Akhand Bharat (), also known as Akhand Hindustan, is a term for the concept of a unified Greater India. It posits that modern-day Afghanistan, Bangladesh, Bhutan, India, Maldives, Myanmar, Nepal, Pakistan, Sri Lanka and Tibet is one nation.

History

During the Indian independence movement, Kanaiyalal Maneklal Munshi advocated for Akhand Hindustan, a proposition that Mahatma Gandhi agreed with, believing that "as Britain wanted to retain her empire by pursuing a policy of divide and rule, Hindu–Muslim unity could not be achieved as long as the British were there." In addition, Mazhar Ali Khan wrote that "the Khan brothers [were] determined to fight for Akhand Hindustan, and challenged the League to fight the issue out before the electorate of the Province." On 7–8 October 1944, in Delhi, Radha Kumud Mukherjee presided over the Akhand Hindustan Leaders' Conference.

The Indian activist and Hindu Mahasabha leader Vinayak Damodar Savarkar at the Hindu Mahasabha's 19th Annual Session in Ahmedabad in 1937 propounded the notion of an Akhand Bharat that "must remain one and indivisible" "from Kashmir to Rameswaram, from Sindh to Assam." He said that "all citizens who owe undivided loyalty and allegiance to the Indian nation and to the Indian state shall be treated with perfect equality and shall share duties and obligations equally in common, irrespective of caste, creed or religion, and the representation also shall either be on the basis of one man one vote or in proportion to the population in case of separate electorates and public services shall go by merit alone."

Contemporary usage
The call for creation of the Akhand Bharat or Akhand Hindustan has on occasions been raised by Hindu nationalist organisations such as the Hindu Mahasabha, Rashtriya Swayamsevak Sangh (RSS), Vishva Hindu Parishad, Shiv Sena, Maharashtra Navnirman Sena, Hindu Sena, Hindu Janajagruti Samiti and Bharatiya Janata Party.
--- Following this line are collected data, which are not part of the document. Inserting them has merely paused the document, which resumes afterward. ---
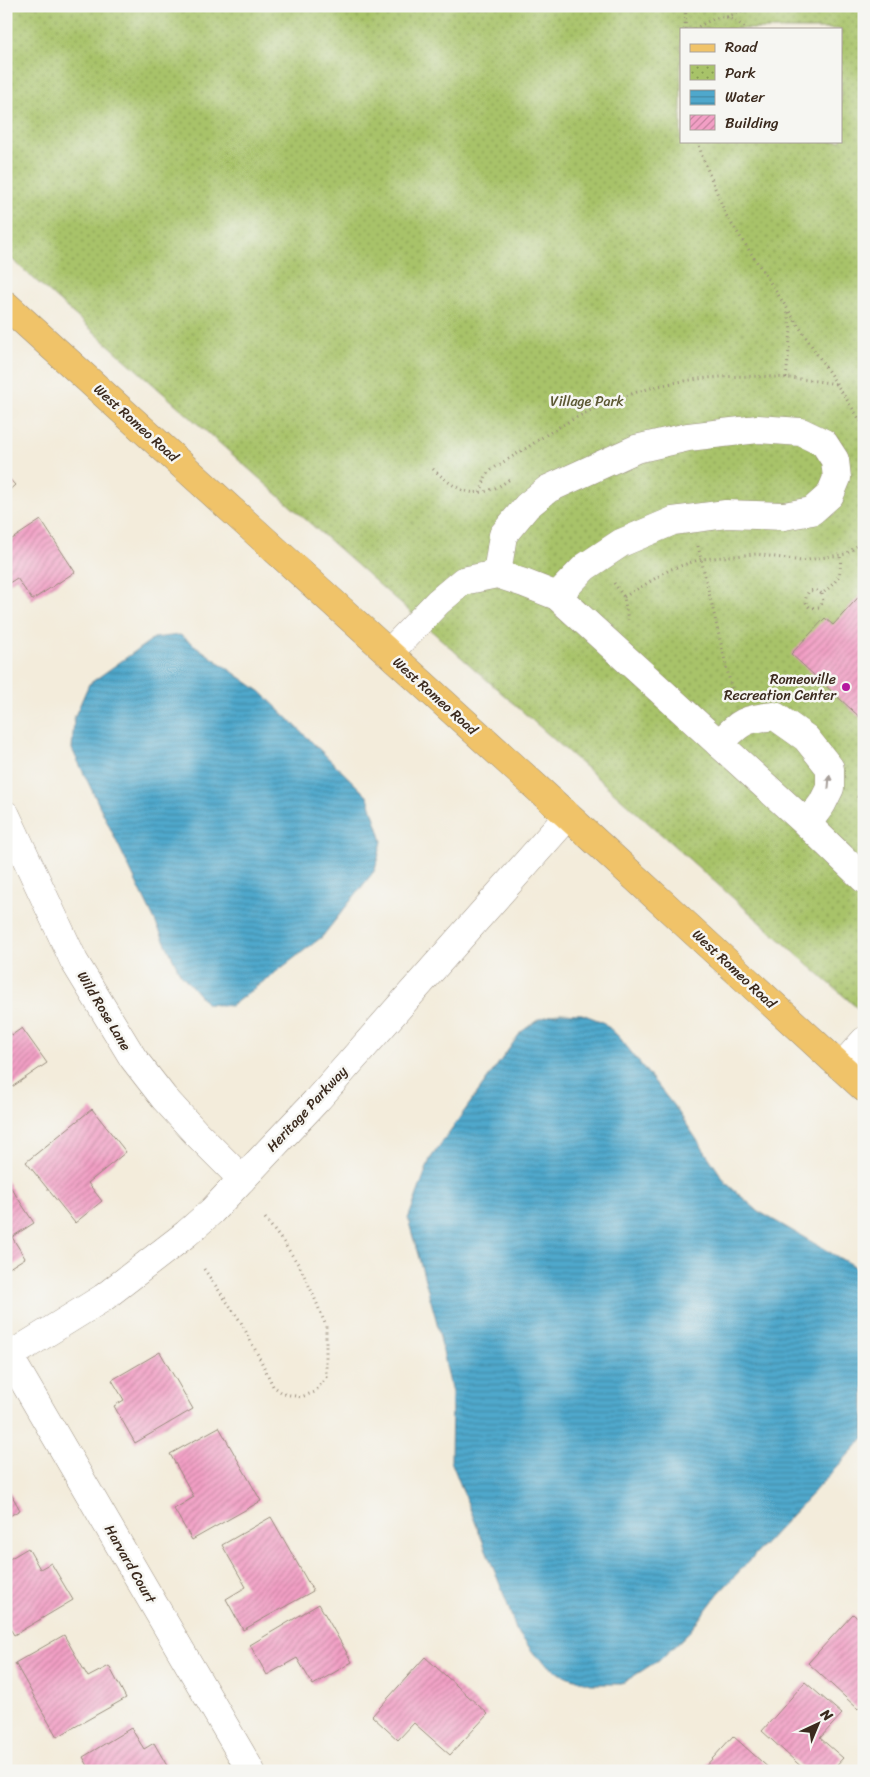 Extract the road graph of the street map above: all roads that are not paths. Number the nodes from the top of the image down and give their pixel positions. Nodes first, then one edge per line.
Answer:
1 (6, 305) edge
2 (497, 574) junction
3 (557, 596) junction
4 (388, 653) junction
5 (719, 744) junction
6 (568, 816) junction
7 (807, 824) junction
8 (8, 825) edge
9 (864, 879) edge
10 (864, 1041) edge
11 (841, 1067) junction
12 (864, 1088) edge
13 (242, 1179) junction
14 (7, 1357) edge
15 (251, 1771) edge

1 - 4 main road, West Romeo Road
2 - 3 street
2 - 3 street
2 - 4 street
3 - 5 street
4 - 6 main road, West Romeo Road
5 - 7 street
7 -> 5 street
6 - 11 main road, West Romeo Road
6 - 13 street, Heritage Parkway
7 - 9 street
8 - 13 street, Wild Rose Lane
10 - 11 street
11 - 12 main road, West Romeo Road
13 - 14 street, Heritage Parkway
14 - 15 street, Harvard Court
One organization sharing this goal, the Akhand Hindustan Morcha, bears the term in its name. Other major Indian political parties such as the centrist Indian National Congress do not subscribe to a call for Akhand Bharat, although India formally claims the entire region of Kashmir (territorially divided between India, Pakistan and China) as an integral part of India through official maps.

Pre-1947 maps of India, showing the modern states of Pakistan and Bangladesh as part of British India illustrate the borders of a proto-Akhand Bharat. The creation of an Akhand Bharat is also ideologically linked with the concept of Hindutva (Hindu nationalism) and the ideas of sangathan (unity) and shuddhi (purification).

The first chapter of the Rashtriya Swayamsevak Sangh textbook for standard VII students at Akhil Bharatiya Sanskrit Gyan Pariksha included a map depicting Pakistan and Bangladesh, which along with post-partition India, were territories that were part of "Akhand Bharat" and a trade union magazine of the same organization also included Nepal, Bhutan, and Myanmar.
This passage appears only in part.